TASK OBJECTIVE:
An exact reproduction of each record is required.

Collected data entries
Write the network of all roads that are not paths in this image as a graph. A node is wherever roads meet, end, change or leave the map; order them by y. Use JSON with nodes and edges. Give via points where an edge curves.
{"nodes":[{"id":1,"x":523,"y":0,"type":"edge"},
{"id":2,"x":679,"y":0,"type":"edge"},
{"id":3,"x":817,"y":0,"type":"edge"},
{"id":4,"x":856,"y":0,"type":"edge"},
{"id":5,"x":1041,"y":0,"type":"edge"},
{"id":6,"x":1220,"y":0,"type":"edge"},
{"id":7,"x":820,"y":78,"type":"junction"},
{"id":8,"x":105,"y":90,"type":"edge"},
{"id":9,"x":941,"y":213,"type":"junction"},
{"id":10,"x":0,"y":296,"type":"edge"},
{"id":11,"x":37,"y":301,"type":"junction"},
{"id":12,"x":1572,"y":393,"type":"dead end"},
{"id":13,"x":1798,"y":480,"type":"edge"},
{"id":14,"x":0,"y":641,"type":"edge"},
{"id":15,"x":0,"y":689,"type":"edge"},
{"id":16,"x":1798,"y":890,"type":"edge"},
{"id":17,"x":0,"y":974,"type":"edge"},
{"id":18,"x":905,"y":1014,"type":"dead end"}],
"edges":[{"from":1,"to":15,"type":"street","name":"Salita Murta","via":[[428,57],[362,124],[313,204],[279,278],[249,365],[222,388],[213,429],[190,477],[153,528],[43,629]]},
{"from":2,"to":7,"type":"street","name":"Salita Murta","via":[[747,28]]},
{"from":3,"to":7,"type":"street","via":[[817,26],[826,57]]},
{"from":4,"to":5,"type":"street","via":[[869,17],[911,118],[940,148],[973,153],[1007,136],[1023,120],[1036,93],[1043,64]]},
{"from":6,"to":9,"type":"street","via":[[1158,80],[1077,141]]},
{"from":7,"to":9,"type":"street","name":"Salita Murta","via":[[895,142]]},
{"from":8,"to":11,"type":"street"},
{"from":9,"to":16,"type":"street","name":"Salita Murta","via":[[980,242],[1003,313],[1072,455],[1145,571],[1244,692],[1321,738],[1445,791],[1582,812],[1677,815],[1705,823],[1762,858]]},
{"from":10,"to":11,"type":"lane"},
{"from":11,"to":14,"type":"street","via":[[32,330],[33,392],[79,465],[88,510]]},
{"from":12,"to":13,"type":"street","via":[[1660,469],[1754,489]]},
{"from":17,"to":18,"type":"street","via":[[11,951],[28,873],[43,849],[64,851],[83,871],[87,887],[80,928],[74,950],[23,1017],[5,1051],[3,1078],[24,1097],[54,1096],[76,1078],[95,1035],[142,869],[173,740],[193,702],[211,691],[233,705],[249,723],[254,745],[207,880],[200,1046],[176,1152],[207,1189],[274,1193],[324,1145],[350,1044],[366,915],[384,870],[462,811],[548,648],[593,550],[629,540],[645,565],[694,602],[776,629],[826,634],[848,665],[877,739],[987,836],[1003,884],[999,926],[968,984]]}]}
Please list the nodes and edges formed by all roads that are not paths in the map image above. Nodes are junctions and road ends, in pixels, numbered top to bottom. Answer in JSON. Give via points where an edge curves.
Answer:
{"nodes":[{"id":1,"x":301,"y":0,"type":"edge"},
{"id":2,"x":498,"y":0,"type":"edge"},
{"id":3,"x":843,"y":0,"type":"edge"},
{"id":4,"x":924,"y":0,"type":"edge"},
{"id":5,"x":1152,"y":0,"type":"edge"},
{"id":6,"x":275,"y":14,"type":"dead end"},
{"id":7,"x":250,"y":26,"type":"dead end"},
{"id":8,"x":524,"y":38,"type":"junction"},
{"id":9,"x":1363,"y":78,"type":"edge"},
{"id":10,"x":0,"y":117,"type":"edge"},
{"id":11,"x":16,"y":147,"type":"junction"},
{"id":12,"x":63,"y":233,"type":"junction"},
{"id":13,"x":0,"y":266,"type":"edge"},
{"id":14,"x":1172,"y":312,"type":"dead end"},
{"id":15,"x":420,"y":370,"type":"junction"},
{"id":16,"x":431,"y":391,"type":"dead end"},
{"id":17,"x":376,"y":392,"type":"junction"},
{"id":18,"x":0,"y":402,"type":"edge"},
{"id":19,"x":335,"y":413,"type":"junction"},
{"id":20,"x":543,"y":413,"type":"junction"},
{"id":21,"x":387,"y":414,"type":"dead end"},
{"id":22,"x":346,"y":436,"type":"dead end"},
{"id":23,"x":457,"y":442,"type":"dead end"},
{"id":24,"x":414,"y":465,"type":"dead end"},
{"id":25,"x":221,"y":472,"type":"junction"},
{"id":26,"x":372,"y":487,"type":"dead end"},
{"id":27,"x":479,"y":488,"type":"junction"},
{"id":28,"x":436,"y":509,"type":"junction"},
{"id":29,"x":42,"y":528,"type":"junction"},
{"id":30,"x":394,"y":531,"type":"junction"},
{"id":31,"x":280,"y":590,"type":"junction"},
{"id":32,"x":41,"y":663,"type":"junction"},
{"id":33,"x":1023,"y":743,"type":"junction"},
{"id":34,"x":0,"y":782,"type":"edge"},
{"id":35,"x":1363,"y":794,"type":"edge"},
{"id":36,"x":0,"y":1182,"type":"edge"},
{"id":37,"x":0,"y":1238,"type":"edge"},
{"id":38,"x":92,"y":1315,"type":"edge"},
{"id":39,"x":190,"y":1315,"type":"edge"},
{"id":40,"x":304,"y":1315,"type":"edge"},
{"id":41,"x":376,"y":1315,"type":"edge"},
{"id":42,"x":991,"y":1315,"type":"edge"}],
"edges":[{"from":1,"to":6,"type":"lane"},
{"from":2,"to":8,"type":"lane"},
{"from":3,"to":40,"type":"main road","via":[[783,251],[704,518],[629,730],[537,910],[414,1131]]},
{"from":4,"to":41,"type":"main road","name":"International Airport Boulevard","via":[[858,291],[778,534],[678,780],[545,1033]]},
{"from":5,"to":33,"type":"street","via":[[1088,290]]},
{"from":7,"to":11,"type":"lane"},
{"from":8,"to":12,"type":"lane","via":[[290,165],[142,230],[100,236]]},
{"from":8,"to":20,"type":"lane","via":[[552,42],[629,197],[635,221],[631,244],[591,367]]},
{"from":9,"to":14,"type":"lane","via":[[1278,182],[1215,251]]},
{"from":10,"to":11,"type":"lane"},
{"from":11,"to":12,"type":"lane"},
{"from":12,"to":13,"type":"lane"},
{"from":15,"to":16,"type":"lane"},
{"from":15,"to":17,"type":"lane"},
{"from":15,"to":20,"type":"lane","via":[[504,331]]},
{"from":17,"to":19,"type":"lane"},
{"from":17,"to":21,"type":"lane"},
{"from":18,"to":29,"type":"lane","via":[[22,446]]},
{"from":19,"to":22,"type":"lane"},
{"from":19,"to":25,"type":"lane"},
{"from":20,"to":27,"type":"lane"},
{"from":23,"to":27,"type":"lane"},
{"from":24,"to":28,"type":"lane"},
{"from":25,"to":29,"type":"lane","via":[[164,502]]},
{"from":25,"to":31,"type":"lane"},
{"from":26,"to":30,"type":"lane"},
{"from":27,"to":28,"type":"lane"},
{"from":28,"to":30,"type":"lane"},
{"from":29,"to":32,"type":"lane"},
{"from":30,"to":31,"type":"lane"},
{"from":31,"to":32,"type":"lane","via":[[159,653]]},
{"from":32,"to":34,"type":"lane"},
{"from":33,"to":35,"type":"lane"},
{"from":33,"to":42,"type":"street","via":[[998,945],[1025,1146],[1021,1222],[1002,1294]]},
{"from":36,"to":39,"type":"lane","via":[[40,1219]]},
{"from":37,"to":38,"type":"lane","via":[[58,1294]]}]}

ANSWER BOX:
Write the network of all roads that are not paths in this image as a graph. A node is wherever roads meet, end, change or leave the map; order them by y. Use JSON with nodes and edges. Give via points where an edge curves.
{"nodes":[{"id":1,"x":523,"y":0,"type":"edge"},
{"id":2,"x":679,"y":0,"type":"edge"},
{"id":3,"x":817,"y":0,"type":"edge"},
{"id":4,"x":856,"y":0,"type":"edge"},
{"id":5,"x":1041,"y":0,"type":"edge"},
{"id":6,"x":1220,"y":0,"type":"edge"},
{"id":7,"x":820,"y":78,"type":"junction"},
{"id":8,"x":105,"y":90,"type":"edge"},
{"id":9,"x":941,"y":213,"type":"junction"},
{"id":10,"x":0,"y":296,"type":"edge"},
{"id":11,"x":37,"y":301,"type":"junction"},
{"id":12,"x":1572,"y":393,"type":"dead end"},
{"id":13,"x":1798,"y":480,"type":"edge"},
{"id":14,"x":0,"y":641,"type":"edge"},
{"id":15,"x":0,"y":689,"type":"edge"},
{"id":16,"x":1798,"y":890,"type":"edge"},
{"id":17,"x":0,"y":974,"type":"edge"},
{"id":18,"x":905,"y":1014,"type":"dead end"}],
"edges":[{"from":1,"to":15,"type":"street","name":"Salita Murta","via":[[428,57],[362,124],[313,204],[279,278],[249,365],[222,388],[213,429],[190,477],[153,528],[43,629]]},
{"from":2,"to":7,"type":"street","name":"Salita Murta","via":[[747,28]]},
{"from":3,"to":7,"type":"street","via":[[817,26],[826,57]]},
{"from":4,"to":5,"type":"street","via":[[869,17],[911,118],[940,148],[973,153],[1007,136],[1023,120],[1036,93],[1043,64]]},
{"from":6,"to":9,"type":"street","via":[[1158,80],[1077,141]]},
{"from":7,"to":9,"type":"street","name":"Salita Murta","via":[[895,142]]},
{"from":8,"to":11,"type":"street"},
{"from":9,"to":16,"type":"street","name":"Salita Murta","via":[[980,242],[1003,313],[1072,455],[1145,571],[1244,692],[1321,738],[1445,791],[1582,812],[1677,815],[1705,823],[1762,858]]},
{"from":10,"to":11,"type":"lane"},
{"from":11,"to":14,"type":"street","via":[[32,330],[33,392],[79,465],[88,510]]},
{"from":12,"to":13,"type":"street","via":[[1660,469],[1754,489]]},
{"from":17,"to":18,"type":"street","via":[[11,951],[28,873],[43,849],[64,851],[83,871],[87,887],[80,928],[74,950],[23,1017],[5,1051],[3,1078],[24,1097],[54,1096],[76,1078],[95,1035],[142,869],[173,740],[193,702],[211,691],[233,705],[249,723],[254,745],[207,880],[200,1046],[176,1152],[207,1189],[274,1193],[324,1145],[350,1044],[366,915],[384,870],[462,811],[548,648],[593,550],[629,540],[645,565],[694,602],[776,629],[826,634],[848,665],[877,739],[987,836],[1003,884],[999,926],[968,984]]}]}
Please list the nodes and edges formed by all roads that are not paths in the map image above. Nodes are junctions and road ends, in pixels, numbered top to bottom. Answer in JSON. Give via points where an edge curves.
Answer:
{"nodes":[{"id":1,"x":301,"y":0,"type":"edge"},
{"id":2,"x":498,"y":0,"type":"edge"},
{"id":3,"x":843,"y":0,"type":"edge"},
{"id":4,"x":924,"y":0,"type":"edge"},
{"id":5,"x":1152,"y":0,"type":"edge"},
{"id":6,"x":275,"y":14,"type":"dead end"},
{"id":7,"x":250,"y":26,"type":"dead end"},
{"id":8,"x":524,"y":38,"type":"junction"},
{"id":9,"x":1363,"y":78,"type":"edge"},
{"id":10,"x":0,"y":117,"type":"edge"},
{"id":11,"x":16,"y":147,"type":"junction"},
{"id":12,"x":63,"y":233,"type":"junction"},
{"id":13,"x":0,"y":266,"type":"edge"},
{"id":14,"x":1172,"y":312,"type":"dead end"},
{"id":15,"x":420,"y":370,"type":"junction"},
{"id":16,"x":431,"y":391,"type":"dead end"},
{"id":17,"x":376,"y":392,"type":"junction"},
{"id":18,"x":0,"y":402,"type":"edge"},
{"id":19,"x":335,"y":413,"type":"junction"},
{"id":20,"x":543,"y":413,"type":"junction"},
{"id":21,"x":387,"y":414,"type":"dead end"},
{"id":22,"x":346,"y":436,"type":"dead end"},
{"id":23,"x":457,"y":442,"type":"dead end"},
{"id":24,"x":414,"y":465,"type":"dead end"},
{"id":25,"x":221,"y":472,"type":"junction"},
{"id":26,"x":372,"y":487,"type":"dead end"},
{"id":27,"x":479,"y":488,"type":"junction"},
{"id":28,"x":436,"y":509,"type":"junction"},
{"id":29,"x":42,"y":528,"type":"junction"},
{"id":30,"x":394,"y":531,"type":"junction"},
{"id":31,"x":280,"y":590,"type":"junction"},
{"id":32,"x":41,"y":663,"type":"junction"},
{"id":33,"x":1023,"y":743,"type":"junction"},
{"id":34,"x":0,"y":782,"type":"edge"},
{"id":35,"x":1363,"y":794,"type":"edge"},
{"id":36,"x":0,"y":1182,"type":"edge"},
{"id":37,"x":0,"y":1238,"type":"edge"},
{"id":38,"x":92,"y":1315,"type":"edge"},
{"id":39,"x":190,"y":1315,"type":"edge"},
{"id":40,"x":304,"y":1315,"type":"edge"},
{"id":41,"x":376,"y":1315,"type":"edge"},
{"id":42,"x":991,"y":1315,"type":"edge"}],
"edges":[{"from":1,"to":6,"type":"lane"},
{"from":2,"to":8,"type":"lane"},
{"from":3,"to":40,"type":"main road","via":[[783,251],[704,518],[629,730],[537,910],[414,1131]]},
{"from":4,"to":41,"type":"main road","name":"International Airport Boulevard","via":[[858,291],[778,534],[678,780],[545,1033]]},
{"from":5,"to":33,"type":"street","via":[[1088,290]]},
{"from":7,"to":11,"type":"lane"},
{"from":8,"to":12,"type":"lane","via":[[290,165],[142,230],[100,236]]},
{"from":8,"to":20,"type":"lane","via":[[552,42],[629,197],[635,221],[631,244],[591,367]]},
{"from":9,"to":14,"type":"lane","via":[[1278,182],[1215,251]]},
{"from":10,"to":11,"type":"lane"},
{"from":11,"to":12,"type":"lane"},
{"from":12,"to":13,"type":"lane"},
{"from":15,"to":16,"type":"lane"},
{"from":15,"to":17,"type":"lane"},
{"from":15,"to":20,"type":"lane","via":[[504,331]]},
{"from":17,"to":19,"type":"lane"},
{"from":17,"to":21,"type":"lane"},
{"from":18,"to":29,"type":"lane","via":[[22,446]]},
{"from":19,"to":22,"type":"lane"},
{"from":19,"to":25,"type":"lane"},
{"from":20,"to":27,"type":"lane"},
{"from":23,"to":27,"type":"lane"},
{"from":24,"to":28,"type":"lane"},
{"from":25,"to":29,"type":"lane","via":[[164,502]]},
{"from":25,"to":31,"type":"lane"},
{"from":26,"to":30,"type":"lane"},
{"from":27,"to":28,"type":"lane"},
{"from":28,"to":30,"type":"lane"},
{"from":29,"to":32,"type":"lane"},
{"from":30,"to":31,"type":"lane"},
{"from":31,"to":32,"type":"lane","via":[[159,653]]},
{"from":32,"to":34,"type":"lane"},
{"from":33,"to":35,"type":"lane"},
{"from":33,"to":42,"type":"street","via":[[998,945],[1025,1146],[1021,1222],[1002,1294]]},
{"from":36,"to":39,"type":"lane","via":[[40,1219]]},
{"from":37,"to":38,"type":"lane","via":[[58,1294]]}]}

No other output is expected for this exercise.